**DATA SHOWN**
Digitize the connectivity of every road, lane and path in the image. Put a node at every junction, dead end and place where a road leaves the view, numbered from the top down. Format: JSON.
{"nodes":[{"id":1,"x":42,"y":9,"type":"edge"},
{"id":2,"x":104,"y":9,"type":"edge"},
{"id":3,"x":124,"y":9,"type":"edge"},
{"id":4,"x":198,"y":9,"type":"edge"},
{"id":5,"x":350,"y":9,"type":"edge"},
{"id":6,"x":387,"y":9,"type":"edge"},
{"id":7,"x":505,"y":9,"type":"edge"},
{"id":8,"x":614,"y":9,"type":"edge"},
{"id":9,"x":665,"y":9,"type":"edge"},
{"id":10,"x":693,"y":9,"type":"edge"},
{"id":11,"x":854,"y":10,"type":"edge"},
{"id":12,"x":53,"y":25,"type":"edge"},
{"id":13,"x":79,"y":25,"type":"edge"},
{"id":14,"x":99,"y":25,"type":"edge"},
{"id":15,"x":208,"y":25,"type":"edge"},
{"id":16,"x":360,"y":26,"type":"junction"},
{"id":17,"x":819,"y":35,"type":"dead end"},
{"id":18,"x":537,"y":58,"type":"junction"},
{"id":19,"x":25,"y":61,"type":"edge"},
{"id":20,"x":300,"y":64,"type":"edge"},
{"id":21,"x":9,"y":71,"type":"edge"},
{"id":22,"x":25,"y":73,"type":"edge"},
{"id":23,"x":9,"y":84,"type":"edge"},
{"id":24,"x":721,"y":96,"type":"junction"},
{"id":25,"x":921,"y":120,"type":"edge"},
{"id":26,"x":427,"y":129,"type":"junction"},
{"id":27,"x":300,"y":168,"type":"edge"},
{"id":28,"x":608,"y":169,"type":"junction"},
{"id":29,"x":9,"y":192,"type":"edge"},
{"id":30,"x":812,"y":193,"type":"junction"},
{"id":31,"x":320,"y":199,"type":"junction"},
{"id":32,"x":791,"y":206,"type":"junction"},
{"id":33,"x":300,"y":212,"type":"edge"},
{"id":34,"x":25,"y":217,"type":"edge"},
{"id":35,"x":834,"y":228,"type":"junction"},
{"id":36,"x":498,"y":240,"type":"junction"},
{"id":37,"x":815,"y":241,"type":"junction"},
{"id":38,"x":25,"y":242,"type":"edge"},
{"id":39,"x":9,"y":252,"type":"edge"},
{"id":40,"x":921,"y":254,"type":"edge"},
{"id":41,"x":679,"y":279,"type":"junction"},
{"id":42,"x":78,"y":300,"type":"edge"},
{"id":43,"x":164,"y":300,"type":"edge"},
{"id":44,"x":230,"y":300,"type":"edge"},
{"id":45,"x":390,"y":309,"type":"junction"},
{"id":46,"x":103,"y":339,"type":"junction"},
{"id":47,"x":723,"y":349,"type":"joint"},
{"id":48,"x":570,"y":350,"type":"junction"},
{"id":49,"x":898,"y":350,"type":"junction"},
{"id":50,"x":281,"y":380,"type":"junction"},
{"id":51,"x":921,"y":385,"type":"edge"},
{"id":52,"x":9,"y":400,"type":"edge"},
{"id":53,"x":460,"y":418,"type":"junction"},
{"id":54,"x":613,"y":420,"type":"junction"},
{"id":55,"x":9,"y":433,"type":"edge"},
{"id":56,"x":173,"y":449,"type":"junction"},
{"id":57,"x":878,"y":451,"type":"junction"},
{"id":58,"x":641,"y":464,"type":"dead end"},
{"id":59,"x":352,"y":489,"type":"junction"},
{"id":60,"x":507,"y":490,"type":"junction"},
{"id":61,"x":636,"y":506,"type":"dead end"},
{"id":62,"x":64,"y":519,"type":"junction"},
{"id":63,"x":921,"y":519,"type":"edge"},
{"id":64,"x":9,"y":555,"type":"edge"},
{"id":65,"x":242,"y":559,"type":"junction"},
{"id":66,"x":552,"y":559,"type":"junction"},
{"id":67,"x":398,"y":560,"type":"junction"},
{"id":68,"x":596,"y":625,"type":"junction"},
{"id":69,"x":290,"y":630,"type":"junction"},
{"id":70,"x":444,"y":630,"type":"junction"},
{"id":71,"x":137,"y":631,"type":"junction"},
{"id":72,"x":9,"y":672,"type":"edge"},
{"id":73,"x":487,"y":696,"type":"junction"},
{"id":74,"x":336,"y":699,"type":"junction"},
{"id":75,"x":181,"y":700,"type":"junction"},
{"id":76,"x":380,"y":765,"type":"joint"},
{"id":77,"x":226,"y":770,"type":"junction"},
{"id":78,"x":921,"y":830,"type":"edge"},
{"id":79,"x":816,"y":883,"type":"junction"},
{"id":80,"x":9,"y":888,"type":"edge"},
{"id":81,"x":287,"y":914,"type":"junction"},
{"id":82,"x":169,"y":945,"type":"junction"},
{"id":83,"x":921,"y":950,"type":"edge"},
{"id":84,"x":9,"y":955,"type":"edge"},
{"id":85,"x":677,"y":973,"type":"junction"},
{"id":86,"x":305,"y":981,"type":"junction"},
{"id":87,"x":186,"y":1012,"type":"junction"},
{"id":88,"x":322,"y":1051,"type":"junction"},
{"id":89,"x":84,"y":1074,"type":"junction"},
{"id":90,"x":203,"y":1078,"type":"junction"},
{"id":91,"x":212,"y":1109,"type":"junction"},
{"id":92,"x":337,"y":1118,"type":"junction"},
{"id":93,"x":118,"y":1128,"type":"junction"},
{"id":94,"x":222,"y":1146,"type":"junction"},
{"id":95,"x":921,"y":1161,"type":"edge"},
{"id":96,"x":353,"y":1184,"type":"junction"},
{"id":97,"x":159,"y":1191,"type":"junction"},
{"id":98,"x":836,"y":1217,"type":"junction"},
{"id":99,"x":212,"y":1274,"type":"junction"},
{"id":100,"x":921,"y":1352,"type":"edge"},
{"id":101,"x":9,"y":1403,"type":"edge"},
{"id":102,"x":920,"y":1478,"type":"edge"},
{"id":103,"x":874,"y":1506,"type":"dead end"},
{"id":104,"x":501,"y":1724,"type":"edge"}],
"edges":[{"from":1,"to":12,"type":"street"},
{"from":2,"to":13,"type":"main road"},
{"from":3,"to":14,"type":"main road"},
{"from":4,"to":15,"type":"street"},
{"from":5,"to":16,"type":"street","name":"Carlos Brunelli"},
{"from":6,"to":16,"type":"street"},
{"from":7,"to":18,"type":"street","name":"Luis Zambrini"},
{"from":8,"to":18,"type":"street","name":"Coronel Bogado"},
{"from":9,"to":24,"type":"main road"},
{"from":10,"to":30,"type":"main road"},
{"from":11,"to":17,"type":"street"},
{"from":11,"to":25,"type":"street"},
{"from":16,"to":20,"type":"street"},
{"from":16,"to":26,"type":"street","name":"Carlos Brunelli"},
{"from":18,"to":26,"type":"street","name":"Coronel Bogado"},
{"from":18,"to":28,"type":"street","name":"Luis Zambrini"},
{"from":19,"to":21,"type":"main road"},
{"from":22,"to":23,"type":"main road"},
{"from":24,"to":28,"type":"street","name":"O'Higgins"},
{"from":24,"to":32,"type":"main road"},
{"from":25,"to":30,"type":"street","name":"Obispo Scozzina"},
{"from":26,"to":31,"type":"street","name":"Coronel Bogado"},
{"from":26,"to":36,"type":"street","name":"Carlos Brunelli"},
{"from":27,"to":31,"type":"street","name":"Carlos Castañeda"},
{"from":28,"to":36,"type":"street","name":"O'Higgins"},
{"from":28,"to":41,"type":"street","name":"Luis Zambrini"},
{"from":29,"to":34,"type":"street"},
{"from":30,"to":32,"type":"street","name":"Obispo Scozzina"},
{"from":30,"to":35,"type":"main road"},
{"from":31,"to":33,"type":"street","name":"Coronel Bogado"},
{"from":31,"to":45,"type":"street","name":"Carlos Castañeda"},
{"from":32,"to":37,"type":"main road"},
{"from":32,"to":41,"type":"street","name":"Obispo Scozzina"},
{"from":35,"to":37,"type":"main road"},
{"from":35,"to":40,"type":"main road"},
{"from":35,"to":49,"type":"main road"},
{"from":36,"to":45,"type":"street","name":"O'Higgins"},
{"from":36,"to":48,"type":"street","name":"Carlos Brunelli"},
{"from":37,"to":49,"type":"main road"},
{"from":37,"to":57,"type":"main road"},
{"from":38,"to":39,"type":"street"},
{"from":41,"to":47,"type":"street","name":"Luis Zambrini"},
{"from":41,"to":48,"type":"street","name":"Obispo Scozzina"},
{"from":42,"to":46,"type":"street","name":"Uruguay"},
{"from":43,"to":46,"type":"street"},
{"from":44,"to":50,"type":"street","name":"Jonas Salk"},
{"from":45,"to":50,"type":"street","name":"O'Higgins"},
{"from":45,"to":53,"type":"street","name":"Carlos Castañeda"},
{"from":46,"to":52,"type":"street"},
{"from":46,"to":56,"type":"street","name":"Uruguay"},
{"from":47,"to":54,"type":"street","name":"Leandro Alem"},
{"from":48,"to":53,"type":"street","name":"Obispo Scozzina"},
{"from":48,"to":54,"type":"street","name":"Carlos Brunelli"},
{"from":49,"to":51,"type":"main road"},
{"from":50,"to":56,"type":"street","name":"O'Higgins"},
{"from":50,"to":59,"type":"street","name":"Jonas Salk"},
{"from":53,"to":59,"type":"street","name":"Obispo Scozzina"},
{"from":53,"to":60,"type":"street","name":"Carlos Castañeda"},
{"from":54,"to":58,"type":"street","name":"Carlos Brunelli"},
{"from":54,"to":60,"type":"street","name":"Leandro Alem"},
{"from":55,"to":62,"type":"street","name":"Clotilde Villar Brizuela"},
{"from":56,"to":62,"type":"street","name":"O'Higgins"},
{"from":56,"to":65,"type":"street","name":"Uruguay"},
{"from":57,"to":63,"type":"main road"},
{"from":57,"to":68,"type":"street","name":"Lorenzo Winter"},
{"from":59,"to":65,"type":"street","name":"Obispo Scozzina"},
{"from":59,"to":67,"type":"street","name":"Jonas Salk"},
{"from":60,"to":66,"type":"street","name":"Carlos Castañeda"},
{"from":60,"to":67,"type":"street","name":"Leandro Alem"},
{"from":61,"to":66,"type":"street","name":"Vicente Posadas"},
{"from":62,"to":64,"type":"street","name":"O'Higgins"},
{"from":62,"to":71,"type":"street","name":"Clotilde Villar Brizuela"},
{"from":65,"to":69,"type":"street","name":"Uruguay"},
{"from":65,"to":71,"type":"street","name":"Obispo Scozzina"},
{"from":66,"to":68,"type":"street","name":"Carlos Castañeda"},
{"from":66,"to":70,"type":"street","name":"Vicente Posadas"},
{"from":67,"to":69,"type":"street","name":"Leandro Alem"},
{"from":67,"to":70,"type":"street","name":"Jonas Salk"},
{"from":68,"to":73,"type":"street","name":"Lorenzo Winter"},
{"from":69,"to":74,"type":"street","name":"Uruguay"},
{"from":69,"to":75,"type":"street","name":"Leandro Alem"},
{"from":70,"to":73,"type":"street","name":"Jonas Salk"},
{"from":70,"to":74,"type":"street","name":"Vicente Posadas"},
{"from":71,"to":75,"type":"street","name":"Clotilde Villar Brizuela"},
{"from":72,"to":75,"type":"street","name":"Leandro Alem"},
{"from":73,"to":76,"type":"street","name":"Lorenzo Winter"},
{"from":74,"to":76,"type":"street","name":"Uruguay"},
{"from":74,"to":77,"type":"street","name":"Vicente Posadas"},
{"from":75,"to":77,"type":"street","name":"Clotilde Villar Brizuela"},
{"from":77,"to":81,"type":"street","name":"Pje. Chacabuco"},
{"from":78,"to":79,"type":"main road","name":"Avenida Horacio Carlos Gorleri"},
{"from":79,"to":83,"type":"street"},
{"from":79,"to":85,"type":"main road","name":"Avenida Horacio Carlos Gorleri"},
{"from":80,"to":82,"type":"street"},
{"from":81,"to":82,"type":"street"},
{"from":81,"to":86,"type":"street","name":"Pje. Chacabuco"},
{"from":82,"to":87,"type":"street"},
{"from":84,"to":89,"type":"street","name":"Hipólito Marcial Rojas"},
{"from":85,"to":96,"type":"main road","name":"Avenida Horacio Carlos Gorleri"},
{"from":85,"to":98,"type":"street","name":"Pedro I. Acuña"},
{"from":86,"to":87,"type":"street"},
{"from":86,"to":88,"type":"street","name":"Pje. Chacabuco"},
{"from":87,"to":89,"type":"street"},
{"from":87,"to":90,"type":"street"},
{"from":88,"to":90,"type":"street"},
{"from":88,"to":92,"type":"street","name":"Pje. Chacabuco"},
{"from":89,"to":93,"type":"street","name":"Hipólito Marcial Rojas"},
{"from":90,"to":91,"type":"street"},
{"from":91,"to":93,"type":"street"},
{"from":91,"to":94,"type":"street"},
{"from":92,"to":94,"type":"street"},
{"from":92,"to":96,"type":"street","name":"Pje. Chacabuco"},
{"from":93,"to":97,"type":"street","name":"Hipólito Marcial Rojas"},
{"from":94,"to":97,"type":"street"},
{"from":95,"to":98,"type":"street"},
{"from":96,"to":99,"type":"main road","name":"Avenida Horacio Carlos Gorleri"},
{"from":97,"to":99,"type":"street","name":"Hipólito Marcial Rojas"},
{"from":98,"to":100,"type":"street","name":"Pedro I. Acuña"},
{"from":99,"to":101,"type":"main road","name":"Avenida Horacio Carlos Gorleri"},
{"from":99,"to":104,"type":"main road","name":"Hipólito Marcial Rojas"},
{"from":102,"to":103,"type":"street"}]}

**ACTION ITEM**
Check the entries above line by line and return each one containing the word "Brunelli".

**RESPONSE AREA**
{"from":5,"to":16,"type":"street","name":"Carlos Brunelli"},
{"from":16,"to":26,"type":"street","name":"Carlos Brunelli"},
{"from":26,"to":36,"type":"street","name":"Carlos Brunelli"},
{"from":36,"to":48,"type":"street","name":"Carlos Brunelli"},
{"from":48,"to":54,"type":"street","name":"Carlos Brunelli"},
{"from":54,"to":58,"type":"street","name":"Carlos Brunelli"},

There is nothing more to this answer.